Exercise prompt: Set down the data again word for word. Skip any pictures.

=== Records provided ===

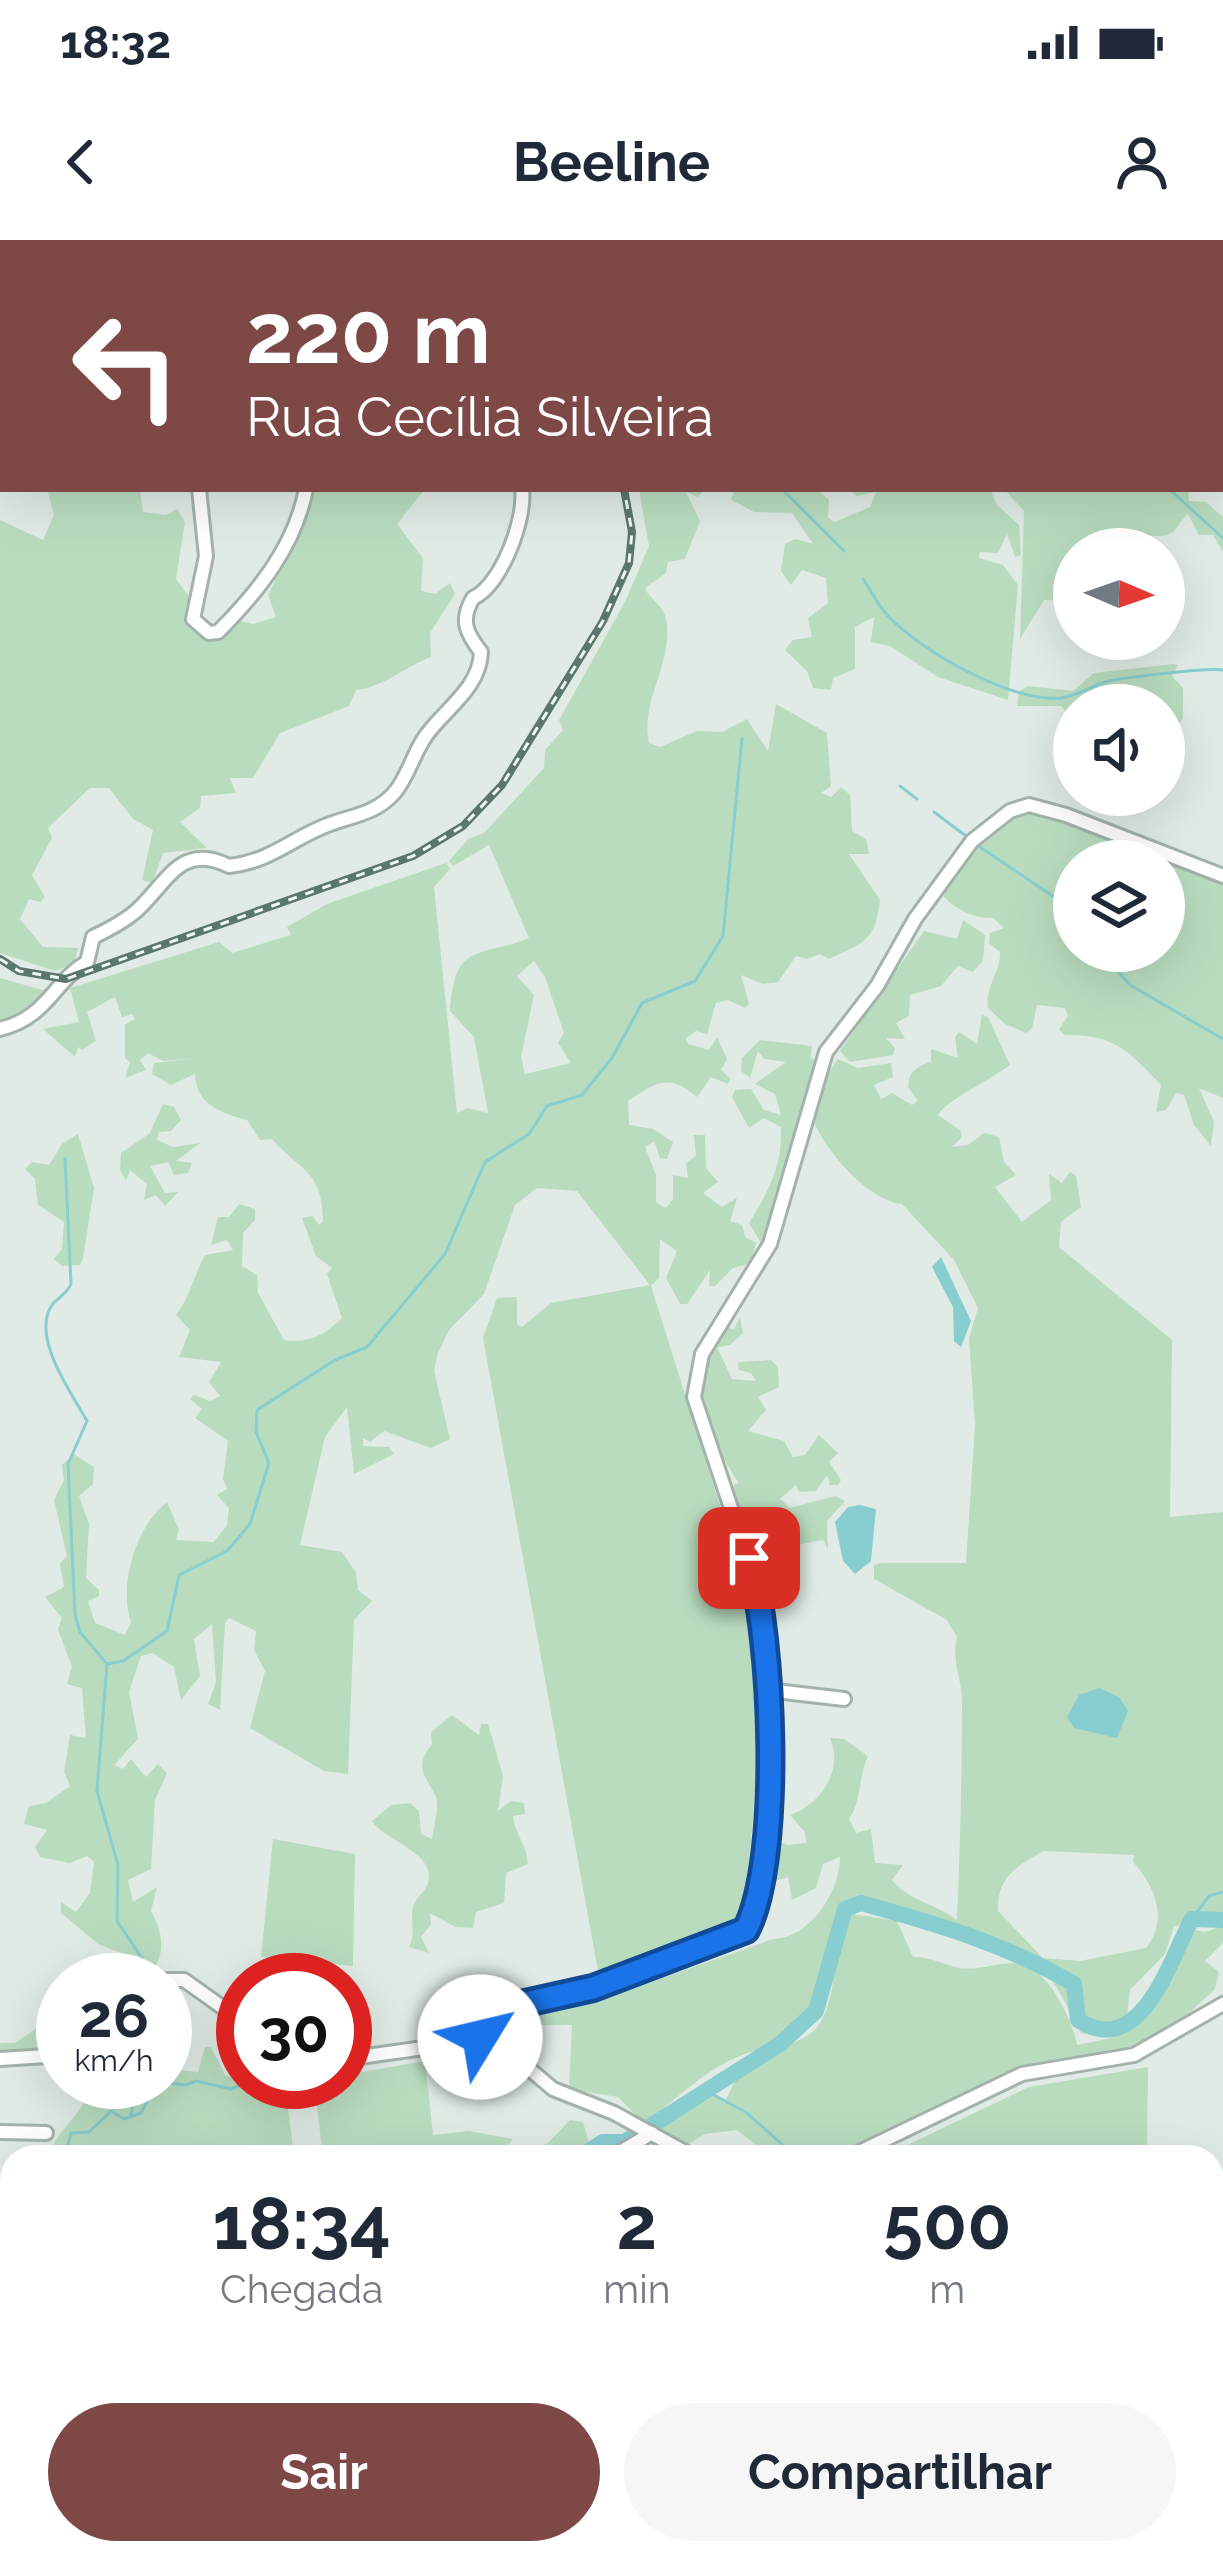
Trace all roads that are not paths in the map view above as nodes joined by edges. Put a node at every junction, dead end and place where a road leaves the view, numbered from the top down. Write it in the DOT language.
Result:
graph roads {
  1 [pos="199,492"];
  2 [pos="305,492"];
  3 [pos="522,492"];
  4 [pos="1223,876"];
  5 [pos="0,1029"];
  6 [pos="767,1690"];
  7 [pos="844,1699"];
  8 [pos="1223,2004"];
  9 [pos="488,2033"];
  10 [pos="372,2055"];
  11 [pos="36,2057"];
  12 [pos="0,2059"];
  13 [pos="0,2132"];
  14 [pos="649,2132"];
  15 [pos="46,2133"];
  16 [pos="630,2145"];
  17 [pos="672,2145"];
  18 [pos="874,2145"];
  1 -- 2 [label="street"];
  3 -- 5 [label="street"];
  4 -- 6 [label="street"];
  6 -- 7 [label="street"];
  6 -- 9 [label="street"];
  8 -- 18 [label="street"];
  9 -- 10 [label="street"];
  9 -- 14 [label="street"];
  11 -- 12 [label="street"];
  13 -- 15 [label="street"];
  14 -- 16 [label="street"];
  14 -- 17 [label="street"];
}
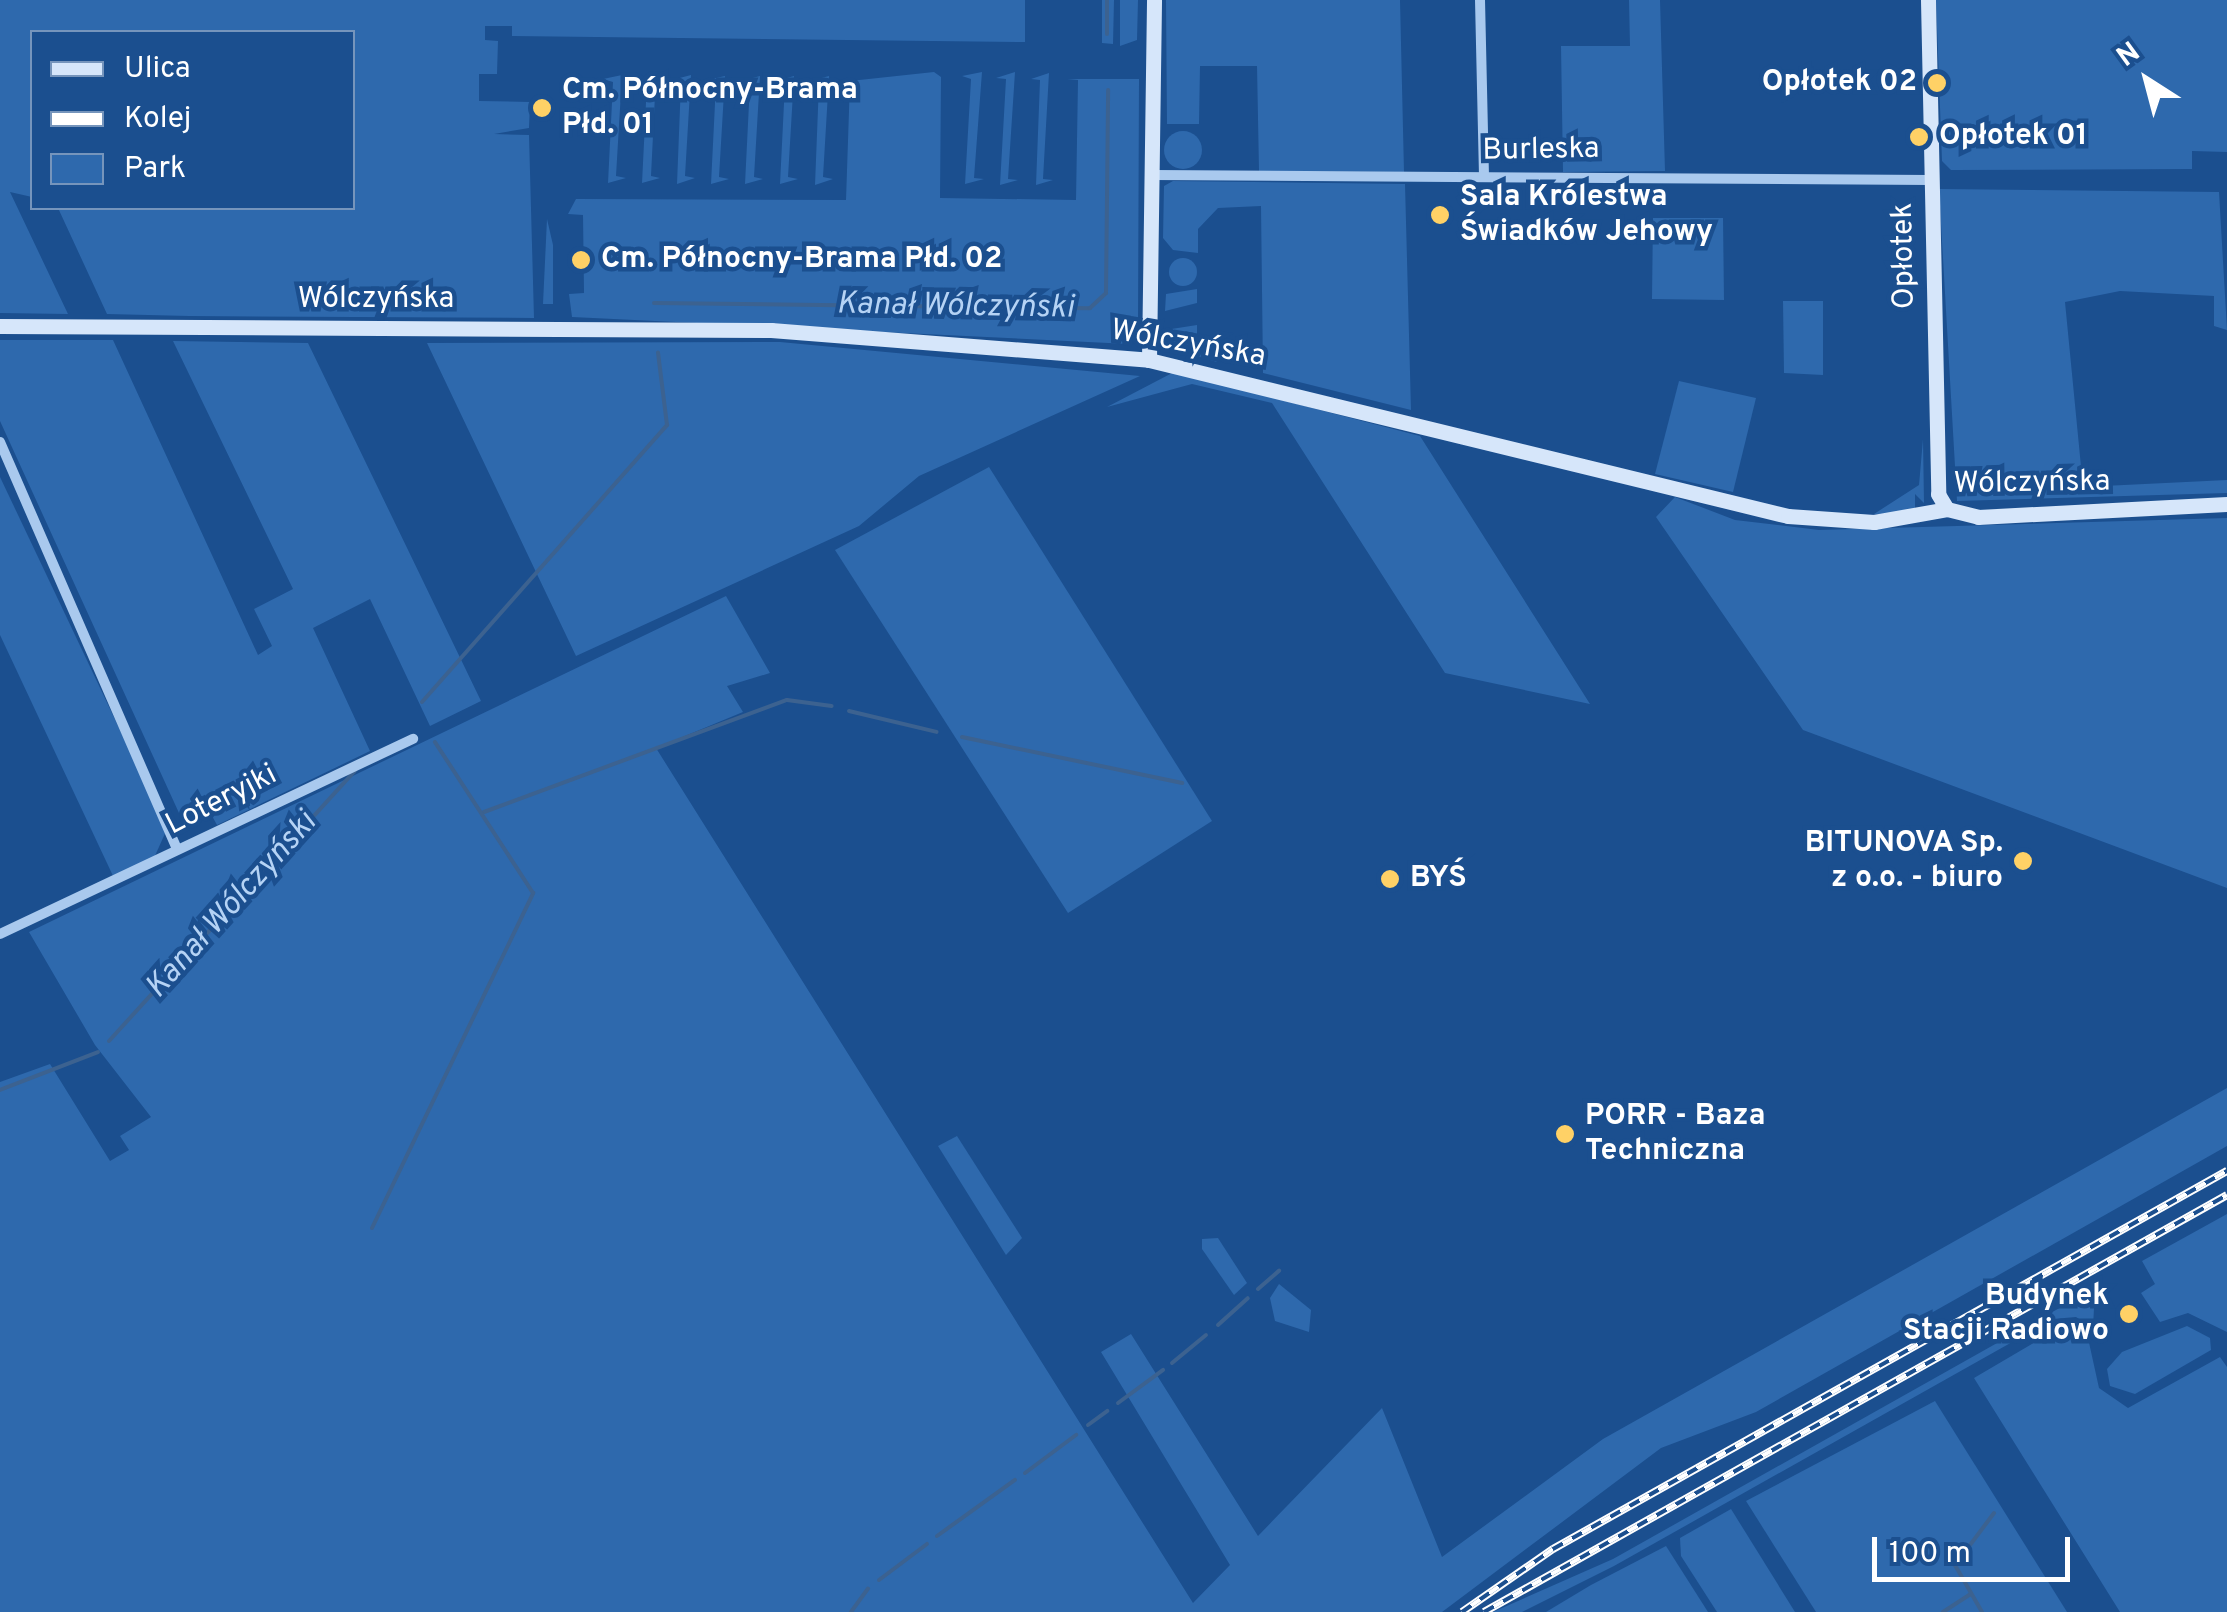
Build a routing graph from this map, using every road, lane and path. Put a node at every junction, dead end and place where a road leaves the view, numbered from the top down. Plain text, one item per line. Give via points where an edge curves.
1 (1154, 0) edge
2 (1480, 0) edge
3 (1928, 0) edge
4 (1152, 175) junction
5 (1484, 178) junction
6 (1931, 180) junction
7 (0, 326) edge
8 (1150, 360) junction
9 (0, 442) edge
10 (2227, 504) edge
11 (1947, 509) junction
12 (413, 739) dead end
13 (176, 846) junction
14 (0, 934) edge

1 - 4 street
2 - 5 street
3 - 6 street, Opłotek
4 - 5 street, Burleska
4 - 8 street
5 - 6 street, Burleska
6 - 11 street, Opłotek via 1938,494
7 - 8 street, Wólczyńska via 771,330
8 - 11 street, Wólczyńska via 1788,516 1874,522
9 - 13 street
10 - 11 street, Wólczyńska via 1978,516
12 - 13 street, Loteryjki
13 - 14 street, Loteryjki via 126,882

===

Reply to the exercise:
Trace all roads that are not paths in the map view above as nodes joined by edges. Put a node at every junction, dead end and place where a road leaves the view, numbered from the top down. Write it in the DOT language.
Result:
graph roads {
  1 [pos="199,492"];
  2 [pos="305,492"];
  3 [pos="522,492"];
  4 [pos="1223,876"];
  5 [pos="0,1029"];
  6 [pos="767,1690"];
  7 [pos="844,1699"];
  8 [pos="1223,2004"];
  9 [pos="488,2033"];
  10 [pos="372,2055"];
  11 [pos="36,2057"];
  12 [pos="0,2059"];
  13 [pos="0,2132"];
  14 [pos="649,2132"];
  15 [pos="46,2133"];
  16 [pos="630,2145"];
  17 [pos="672,2145"];
  18 [pos="874,2145"];
  1 -- 2 [label="street"];
  3 -- 5 [label="street"];
  4 -- 6 [label="street"];
  6 -- 7 [label="street"];
  6 -- 9 [label="street"];
  8 -- 18 [label="street"];
  9 -- 10 [label="street"];
  9 -- 14 [label="street"];
  11 -- 12 [label="street"];
  13 -- 15 [label="street"];
  14 -- 16 [label="street"];
  14 -- 17 [label="street"];
}
Build a routing graph from this map, using every road, lane and path. Put a node at every junction, dead end and place where a road leaves the view, numbered from the top down. Plain text, one item per line. Give via points where an edge curves.
1 (1154, 0) edge
2 (1480, 0) edge
3 (1928, 0) edge
4 (1152, 175) junction
5 (1484, 178) junction
6 (1931, 180) junction
7 (0, 326) edge
8 (1150, 360) junction
9 (0, 442) edge
10 (2227, 504) edge
11 (1947, 509) junction
12 (413, 739) dead end
13 (176, 846) junction
14 (0, 934) edge

1 - 4 street
2 - 5 street
3 - 6 street, Opłotek
4 - 5 street, Burleska
4 - 8 street
5 - 6 street, Burleska
6 - 11 street, Opłotek via 1938,494
7 - 8 street, Wólczyńska via 771,330
8 - 11 street, Wólczyńska via 1788,516 1874,522
9 - 13 street
10 - 11 street, Wólczyńska via 1978,516
12 - 13 street, Loteryjki
13 - 14 street, Loteryjki via 126,882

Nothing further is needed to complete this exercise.